Build workflows with Sarvam AI in n8n

Video walkthrough

Watch this first for a full click-through: installing the n8n-nodes-sarvam community node, creating Sarvam AI API credentials in n8n, and wiring a TTS → STT → Chat sample chain.

Then continue with Overview and Quick start for prerequisites, install commands, and importable JSON.

Overview

This guide shows how to use n8n as your automation layer and Sarvam AI for speech-to-text, text-to-speech, and chat completions across Indian languages — without maintaining a custom backend.
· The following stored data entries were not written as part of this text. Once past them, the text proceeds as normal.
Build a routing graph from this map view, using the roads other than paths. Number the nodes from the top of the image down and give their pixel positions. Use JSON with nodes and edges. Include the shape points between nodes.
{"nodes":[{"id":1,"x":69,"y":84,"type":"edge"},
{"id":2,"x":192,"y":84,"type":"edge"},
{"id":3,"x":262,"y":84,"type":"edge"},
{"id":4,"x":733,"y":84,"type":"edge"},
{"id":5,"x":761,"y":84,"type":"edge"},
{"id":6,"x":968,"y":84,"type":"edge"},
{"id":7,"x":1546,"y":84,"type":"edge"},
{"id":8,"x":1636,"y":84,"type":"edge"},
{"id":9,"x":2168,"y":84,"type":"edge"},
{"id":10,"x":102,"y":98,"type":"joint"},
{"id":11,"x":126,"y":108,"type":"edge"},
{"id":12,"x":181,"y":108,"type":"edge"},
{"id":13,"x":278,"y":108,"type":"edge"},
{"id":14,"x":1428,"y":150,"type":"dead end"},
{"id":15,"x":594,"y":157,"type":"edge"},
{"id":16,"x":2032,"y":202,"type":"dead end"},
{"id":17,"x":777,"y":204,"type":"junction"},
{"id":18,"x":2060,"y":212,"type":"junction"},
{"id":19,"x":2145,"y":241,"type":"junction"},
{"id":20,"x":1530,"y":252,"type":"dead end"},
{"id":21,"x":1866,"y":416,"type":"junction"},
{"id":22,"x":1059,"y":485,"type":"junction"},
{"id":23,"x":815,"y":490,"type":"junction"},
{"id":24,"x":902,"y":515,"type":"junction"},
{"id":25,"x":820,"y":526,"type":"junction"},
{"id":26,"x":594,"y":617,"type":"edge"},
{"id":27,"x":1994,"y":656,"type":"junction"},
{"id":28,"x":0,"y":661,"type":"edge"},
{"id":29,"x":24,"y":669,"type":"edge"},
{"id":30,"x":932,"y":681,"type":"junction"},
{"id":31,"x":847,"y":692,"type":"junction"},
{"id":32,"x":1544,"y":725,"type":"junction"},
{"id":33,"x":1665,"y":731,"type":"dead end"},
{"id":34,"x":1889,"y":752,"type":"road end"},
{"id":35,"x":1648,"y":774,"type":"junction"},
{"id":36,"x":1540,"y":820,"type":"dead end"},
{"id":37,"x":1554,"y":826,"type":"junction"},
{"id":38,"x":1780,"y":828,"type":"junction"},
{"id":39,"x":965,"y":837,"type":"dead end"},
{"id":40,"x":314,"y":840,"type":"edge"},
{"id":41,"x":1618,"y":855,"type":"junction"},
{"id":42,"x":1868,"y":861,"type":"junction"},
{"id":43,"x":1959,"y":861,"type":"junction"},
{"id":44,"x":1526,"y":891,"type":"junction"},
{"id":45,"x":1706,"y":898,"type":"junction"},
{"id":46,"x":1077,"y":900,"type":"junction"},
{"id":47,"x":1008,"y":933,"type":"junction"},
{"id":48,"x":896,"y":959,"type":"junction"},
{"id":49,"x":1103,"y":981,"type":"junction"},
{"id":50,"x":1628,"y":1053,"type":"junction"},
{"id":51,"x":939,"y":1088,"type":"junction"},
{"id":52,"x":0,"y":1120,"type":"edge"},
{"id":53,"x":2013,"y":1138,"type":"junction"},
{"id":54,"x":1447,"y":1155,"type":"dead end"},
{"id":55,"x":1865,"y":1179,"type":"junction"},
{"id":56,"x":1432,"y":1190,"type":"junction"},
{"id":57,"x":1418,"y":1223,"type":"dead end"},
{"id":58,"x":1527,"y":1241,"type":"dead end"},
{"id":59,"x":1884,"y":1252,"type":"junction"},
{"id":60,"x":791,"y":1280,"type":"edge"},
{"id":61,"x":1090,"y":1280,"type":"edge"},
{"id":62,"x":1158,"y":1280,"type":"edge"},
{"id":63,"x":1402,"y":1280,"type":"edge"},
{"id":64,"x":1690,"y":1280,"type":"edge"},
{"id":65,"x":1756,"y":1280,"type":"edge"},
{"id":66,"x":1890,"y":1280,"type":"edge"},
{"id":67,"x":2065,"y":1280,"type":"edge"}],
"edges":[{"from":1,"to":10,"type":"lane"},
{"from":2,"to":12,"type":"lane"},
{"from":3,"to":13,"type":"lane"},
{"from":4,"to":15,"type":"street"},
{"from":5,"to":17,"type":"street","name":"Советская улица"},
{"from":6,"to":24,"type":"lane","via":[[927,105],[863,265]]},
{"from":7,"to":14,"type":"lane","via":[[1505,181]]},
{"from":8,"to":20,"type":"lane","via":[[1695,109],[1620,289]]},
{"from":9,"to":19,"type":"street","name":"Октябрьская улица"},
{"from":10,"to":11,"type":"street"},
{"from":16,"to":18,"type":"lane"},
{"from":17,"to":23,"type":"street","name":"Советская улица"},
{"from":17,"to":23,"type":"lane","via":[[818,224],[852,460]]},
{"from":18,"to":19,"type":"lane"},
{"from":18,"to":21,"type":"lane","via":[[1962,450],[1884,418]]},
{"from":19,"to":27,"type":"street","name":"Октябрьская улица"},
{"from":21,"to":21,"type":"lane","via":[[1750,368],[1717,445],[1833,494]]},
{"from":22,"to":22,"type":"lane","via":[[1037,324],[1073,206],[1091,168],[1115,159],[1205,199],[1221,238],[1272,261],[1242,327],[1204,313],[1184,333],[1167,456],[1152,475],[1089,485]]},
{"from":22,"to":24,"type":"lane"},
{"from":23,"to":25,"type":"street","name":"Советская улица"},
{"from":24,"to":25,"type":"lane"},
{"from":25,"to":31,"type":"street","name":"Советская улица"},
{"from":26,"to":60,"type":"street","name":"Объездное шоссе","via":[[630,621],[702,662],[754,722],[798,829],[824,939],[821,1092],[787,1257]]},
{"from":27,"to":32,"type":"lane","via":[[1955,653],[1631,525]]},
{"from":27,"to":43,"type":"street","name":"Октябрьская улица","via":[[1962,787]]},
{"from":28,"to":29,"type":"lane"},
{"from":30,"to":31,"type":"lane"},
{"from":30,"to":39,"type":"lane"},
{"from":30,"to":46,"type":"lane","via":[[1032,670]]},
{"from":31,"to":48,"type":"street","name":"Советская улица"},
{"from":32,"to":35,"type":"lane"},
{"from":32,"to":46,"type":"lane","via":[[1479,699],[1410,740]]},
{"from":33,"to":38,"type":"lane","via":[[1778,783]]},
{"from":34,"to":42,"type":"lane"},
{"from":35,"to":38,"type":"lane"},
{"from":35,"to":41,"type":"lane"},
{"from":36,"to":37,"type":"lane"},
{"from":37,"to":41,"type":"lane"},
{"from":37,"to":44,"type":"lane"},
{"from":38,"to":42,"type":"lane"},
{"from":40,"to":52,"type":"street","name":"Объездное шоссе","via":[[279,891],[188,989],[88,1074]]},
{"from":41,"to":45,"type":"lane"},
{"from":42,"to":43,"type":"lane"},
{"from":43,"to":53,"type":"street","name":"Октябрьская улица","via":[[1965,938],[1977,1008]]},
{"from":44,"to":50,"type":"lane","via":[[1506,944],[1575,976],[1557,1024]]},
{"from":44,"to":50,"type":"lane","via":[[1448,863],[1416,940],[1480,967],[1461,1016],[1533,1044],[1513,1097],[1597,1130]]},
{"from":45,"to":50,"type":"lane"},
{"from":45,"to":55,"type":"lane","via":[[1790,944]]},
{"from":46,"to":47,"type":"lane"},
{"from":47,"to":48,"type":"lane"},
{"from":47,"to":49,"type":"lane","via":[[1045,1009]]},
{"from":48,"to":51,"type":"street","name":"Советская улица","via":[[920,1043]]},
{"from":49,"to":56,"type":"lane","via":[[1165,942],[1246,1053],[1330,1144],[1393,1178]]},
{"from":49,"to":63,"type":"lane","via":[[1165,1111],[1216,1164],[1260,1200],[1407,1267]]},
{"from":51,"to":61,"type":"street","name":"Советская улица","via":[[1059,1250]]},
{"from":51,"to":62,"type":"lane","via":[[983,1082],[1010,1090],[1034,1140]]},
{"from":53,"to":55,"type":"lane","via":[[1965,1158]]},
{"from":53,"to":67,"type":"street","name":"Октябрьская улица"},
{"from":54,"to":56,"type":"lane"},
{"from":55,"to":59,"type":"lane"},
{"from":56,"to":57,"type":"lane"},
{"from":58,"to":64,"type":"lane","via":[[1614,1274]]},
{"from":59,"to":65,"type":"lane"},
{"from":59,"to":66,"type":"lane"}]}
It follows the same flow as our LiveKit and Pipecat integration pages: what you will build, a quick path to a first success, then customization, reference tables, best practices, and troubleshooting.

If you already use n8n for CRM, support, or internal tools, you can add Sarvam nodes wherever you need audio or Indic-language text intelligence.

What you’ll build

You will be able to:

Transcribe uploaded or downloaded audio (23 Indian languages plus English, with several transcript modes).
Synthesize speech from text (11 languages, many speakers, codecs, and pace).
Run Sarvam chat models on transcripts or any text, then chain TTS or downstream systems.
Compose full flows such as form → transcript, webhook → STT → chat → TTS, or sheet → batch transcribe — all in the node editor.

Quick overview

Watch the video walkthrough at the top of this page — community node install, credentials, and a TTS → STT → Chat demo.
Create a Sarvam AI account and copy an API key.
Install the community package n8n-nodes-sarvam from Settings → Community Nodes (or npm on self-hosted).
Create a Sarvam AI API credential in n8n and attach it to each Sarvam node.
Add a Sarvam AI node: pick Resource (Speech or Chat) and Operation, then map binary or text fields from upstream nodes.
Execute workflow and inspect each node’s OUTPUT panel to verify transcript, binary data, or choices[0].message.content.
Optionally import one of the JSON templates below to skip manual wiring.
Iterate using the customization and best practices sections when you go to production.

Quick start

1. Prerequisites

n8n — n8n Cloud or self-hosted v1.x / v2.x (with permission to install community nodes if you are not the admin).
Sarvam AI API key — from dashboard.sarvam.ai (includes credits for new accounts).
Basic familiarity with n8n: triggers, connections, and opening the JSON tab on a node’s output.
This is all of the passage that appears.